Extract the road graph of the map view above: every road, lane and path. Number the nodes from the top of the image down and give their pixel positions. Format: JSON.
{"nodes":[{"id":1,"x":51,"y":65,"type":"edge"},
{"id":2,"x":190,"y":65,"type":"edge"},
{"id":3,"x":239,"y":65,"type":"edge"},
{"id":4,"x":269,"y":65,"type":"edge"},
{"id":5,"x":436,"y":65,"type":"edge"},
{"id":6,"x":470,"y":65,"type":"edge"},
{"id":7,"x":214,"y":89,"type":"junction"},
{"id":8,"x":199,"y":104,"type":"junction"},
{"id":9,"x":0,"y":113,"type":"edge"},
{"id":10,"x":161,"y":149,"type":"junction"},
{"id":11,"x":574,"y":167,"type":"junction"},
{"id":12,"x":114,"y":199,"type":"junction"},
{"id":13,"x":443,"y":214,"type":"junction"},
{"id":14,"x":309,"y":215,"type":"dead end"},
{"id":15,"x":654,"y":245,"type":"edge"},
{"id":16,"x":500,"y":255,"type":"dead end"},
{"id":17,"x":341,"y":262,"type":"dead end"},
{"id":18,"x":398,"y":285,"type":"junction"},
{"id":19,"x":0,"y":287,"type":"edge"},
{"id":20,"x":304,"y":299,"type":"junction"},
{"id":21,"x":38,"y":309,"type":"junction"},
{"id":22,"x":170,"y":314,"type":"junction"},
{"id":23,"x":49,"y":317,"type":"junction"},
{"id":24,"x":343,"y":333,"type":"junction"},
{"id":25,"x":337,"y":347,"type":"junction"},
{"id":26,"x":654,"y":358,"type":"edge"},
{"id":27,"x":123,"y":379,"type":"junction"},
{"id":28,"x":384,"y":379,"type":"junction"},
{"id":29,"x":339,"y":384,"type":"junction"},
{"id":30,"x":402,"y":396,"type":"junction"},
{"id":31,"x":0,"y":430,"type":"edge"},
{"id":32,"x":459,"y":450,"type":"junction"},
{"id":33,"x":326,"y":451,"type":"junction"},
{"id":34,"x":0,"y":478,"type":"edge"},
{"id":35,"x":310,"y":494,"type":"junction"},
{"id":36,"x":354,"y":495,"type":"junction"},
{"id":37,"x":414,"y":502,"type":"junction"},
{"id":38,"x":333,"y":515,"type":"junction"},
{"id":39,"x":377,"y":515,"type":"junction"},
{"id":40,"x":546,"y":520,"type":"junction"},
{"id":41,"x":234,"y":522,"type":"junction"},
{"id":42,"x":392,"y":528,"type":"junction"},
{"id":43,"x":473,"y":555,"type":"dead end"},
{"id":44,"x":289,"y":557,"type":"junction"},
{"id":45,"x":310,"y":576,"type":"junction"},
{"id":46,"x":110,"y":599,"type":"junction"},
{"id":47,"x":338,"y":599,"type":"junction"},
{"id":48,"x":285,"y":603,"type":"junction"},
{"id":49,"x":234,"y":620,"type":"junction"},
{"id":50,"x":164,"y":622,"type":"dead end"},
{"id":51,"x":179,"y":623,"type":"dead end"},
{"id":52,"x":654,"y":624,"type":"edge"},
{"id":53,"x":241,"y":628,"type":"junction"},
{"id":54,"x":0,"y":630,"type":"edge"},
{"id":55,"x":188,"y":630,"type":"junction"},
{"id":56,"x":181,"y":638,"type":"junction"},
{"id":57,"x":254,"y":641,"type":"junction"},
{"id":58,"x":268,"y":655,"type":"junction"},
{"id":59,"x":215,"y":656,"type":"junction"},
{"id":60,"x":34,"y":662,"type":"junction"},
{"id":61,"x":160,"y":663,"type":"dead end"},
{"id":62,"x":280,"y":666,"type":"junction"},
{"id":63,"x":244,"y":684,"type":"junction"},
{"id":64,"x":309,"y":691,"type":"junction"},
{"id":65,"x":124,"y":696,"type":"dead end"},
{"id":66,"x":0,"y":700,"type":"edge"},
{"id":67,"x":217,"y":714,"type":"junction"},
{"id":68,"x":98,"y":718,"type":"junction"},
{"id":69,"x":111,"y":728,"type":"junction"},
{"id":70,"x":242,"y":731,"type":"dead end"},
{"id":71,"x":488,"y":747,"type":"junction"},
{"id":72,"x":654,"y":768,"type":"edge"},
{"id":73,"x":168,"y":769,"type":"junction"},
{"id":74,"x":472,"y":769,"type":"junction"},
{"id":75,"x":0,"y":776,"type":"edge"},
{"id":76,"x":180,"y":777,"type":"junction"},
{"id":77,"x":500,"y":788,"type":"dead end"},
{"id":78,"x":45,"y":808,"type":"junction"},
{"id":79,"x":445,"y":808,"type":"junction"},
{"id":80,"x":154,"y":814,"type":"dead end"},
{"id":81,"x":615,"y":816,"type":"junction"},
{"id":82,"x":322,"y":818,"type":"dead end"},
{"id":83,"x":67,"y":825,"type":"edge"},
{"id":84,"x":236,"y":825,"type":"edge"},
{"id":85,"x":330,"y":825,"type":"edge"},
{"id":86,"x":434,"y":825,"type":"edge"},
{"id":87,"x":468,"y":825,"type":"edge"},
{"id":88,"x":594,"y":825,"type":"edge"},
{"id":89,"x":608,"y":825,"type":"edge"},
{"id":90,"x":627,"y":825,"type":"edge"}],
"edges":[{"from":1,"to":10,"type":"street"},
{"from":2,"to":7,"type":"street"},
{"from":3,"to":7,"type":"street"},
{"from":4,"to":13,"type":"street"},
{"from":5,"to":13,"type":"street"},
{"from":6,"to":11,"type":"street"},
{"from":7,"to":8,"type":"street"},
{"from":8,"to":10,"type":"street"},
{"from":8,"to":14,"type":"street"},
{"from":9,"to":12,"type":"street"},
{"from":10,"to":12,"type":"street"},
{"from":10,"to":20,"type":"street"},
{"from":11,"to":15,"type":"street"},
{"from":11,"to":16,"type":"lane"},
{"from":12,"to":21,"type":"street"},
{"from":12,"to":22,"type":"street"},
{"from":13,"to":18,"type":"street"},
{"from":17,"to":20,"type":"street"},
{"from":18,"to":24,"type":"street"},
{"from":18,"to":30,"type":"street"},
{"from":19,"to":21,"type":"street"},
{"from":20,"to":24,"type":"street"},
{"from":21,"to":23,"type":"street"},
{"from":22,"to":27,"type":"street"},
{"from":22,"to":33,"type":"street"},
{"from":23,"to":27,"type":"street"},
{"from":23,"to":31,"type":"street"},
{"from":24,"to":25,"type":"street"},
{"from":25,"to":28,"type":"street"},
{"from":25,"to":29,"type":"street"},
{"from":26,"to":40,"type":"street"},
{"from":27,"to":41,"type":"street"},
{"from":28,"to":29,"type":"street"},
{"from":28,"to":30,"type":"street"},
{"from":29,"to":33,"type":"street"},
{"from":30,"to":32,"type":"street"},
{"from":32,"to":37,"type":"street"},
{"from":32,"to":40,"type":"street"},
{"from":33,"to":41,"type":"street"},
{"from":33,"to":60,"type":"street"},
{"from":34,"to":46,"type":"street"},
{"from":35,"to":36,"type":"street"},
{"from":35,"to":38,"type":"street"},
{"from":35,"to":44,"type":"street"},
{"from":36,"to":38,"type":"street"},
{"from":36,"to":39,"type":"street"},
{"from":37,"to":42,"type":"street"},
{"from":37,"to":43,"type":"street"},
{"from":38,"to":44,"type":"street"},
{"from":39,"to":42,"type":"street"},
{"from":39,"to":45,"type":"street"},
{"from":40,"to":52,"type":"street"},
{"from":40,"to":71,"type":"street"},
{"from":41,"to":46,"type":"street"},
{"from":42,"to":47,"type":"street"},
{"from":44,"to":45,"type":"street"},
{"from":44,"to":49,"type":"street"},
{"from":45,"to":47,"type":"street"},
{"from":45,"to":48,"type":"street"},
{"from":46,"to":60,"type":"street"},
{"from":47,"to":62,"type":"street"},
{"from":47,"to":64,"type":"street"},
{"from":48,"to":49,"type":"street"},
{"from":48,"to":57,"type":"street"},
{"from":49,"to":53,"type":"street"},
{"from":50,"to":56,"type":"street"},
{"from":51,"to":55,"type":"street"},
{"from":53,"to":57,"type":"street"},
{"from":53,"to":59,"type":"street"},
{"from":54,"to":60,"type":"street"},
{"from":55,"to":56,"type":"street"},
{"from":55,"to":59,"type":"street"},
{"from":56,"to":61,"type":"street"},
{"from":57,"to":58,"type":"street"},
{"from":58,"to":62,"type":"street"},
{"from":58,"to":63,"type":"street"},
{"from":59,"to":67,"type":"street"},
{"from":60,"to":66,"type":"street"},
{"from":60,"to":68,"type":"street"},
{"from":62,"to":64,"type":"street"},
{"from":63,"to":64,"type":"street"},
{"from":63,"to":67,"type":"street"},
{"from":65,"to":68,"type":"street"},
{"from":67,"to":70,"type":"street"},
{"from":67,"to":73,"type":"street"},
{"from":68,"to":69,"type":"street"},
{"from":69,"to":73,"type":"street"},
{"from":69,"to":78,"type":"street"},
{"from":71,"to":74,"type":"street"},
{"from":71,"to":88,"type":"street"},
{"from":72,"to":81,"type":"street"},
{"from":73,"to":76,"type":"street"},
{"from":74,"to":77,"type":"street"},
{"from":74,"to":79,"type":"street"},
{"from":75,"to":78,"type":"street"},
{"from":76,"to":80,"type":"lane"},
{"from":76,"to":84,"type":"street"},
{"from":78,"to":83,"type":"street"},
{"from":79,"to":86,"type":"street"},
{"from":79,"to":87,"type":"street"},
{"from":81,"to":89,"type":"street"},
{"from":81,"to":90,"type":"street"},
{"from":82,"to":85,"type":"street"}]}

------------------------------------------------------------

## Exercise aim:
Say how many lines above contain the string "dead", writing only the number.

## Exercise result:
12